This undated though relatively recent Vintage Classics edition of Richard Wright’s remarkable autobiography Black Boy: A Record of Childhood and Youth (1945) features a cover photograph credited to the Corbis company of an unidentified young black boy. Given that this is Wright’s autobiography, one might suppose that this would be a picture of the author himself as a child. However, this seems unlikely since the child isn’t identified as such and since the photograph is the property of Corbis and since the child doesn’t look like the adult Richard Wright. It seems strange that the publisher would choose a photograph that is not of the author to illustrate what is, after all, his autobiography.
The same holds for this Vintage Classics edition published in 2000 of Mary McCarthy’s rather unremarkable memoir Memories of a Catholic Girlhood (1957): the cover photograph, showing two young girls in what must be their communion dresses, is credited to the Hulton Getty company and there is no indication as to who these people are, or whether one of them is McCarthy herself.

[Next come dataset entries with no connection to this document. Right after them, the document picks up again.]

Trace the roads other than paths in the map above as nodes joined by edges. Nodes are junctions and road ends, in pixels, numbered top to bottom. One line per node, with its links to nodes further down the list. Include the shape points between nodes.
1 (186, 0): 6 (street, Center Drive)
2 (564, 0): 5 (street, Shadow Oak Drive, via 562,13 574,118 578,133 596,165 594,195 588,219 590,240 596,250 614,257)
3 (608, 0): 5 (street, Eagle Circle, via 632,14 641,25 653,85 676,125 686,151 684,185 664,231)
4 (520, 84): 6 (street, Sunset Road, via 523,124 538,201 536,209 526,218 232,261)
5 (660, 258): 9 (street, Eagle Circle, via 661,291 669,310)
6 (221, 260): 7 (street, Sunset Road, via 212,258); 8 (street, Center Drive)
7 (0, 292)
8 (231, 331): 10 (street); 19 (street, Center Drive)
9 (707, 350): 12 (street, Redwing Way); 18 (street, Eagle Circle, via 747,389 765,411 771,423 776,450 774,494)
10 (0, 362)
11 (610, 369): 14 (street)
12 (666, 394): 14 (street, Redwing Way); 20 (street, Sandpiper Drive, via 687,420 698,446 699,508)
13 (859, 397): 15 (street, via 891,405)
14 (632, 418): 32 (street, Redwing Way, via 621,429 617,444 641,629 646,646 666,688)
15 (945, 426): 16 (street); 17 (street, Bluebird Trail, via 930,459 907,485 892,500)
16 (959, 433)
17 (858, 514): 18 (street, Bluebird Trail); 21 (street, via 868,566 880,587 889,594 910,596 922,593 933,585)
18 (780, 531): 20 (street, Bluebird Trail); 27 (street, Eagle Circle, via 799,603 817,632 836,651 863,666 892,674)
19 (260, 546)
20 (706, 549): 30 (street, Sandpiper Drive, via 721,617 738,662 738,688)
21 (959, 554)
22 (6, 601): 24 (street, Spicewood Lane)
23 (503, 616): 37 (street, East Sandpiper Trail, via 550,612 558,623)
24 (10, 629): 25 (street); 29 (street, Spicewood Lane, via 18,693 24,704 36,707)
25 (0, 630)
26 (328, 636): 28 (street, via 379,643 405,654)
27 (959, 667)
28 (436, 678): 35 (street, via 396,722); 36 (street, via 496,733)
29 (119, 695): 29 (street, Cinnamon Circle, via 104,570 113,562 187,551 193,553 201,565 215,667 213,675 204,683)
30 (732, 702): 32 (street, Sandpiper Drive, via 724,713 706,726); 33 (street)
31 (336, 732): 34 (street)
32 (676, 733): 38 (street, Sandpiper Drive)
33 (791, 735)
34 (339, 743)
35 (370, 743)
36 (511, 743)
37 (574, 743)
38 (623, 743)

Does it matter whose picture is put on the cover? I think it does in the case of autobiographical works. I, for one, want to know whether the young boy or the young girl pictured here is the one whose story I’m reading. If not, who are these people? What’s their story? And who are these two girls? What are their stories?
The picture on the cover of Hugo Hamilton’s The Speckled People (2003) in this Harper Perennial edition from 2004 features a photograph, we are told on the back cover, “from the author’s private collection”: presumably of the author himself at a very young age (though, since we don’t actually get to see his face at all, it seems less important to have a picture of the author on the cover).
By contrast, the cover of the sequel to The Speckled People, Hamilton’s The Sailor in the Wardrobe (2006), also in a Harper Perennial edition, features a photograph showing two boys one might presume to be the author and a relative or friend; however, the caption on the back cover informs us that “the people in this image are not in any way related to any one of the people portrayed in this book”.
Out of curiosity, I checked whether Harper Perennial had an edition of Wright’s Black Boy and it turns out that they do. Here, too, they seem to have chosen the appropriate picture for the cover: the boy on the left-hand side (from our point of view) looks like the adult Wright and must indeed be him, probably standing next to his brother.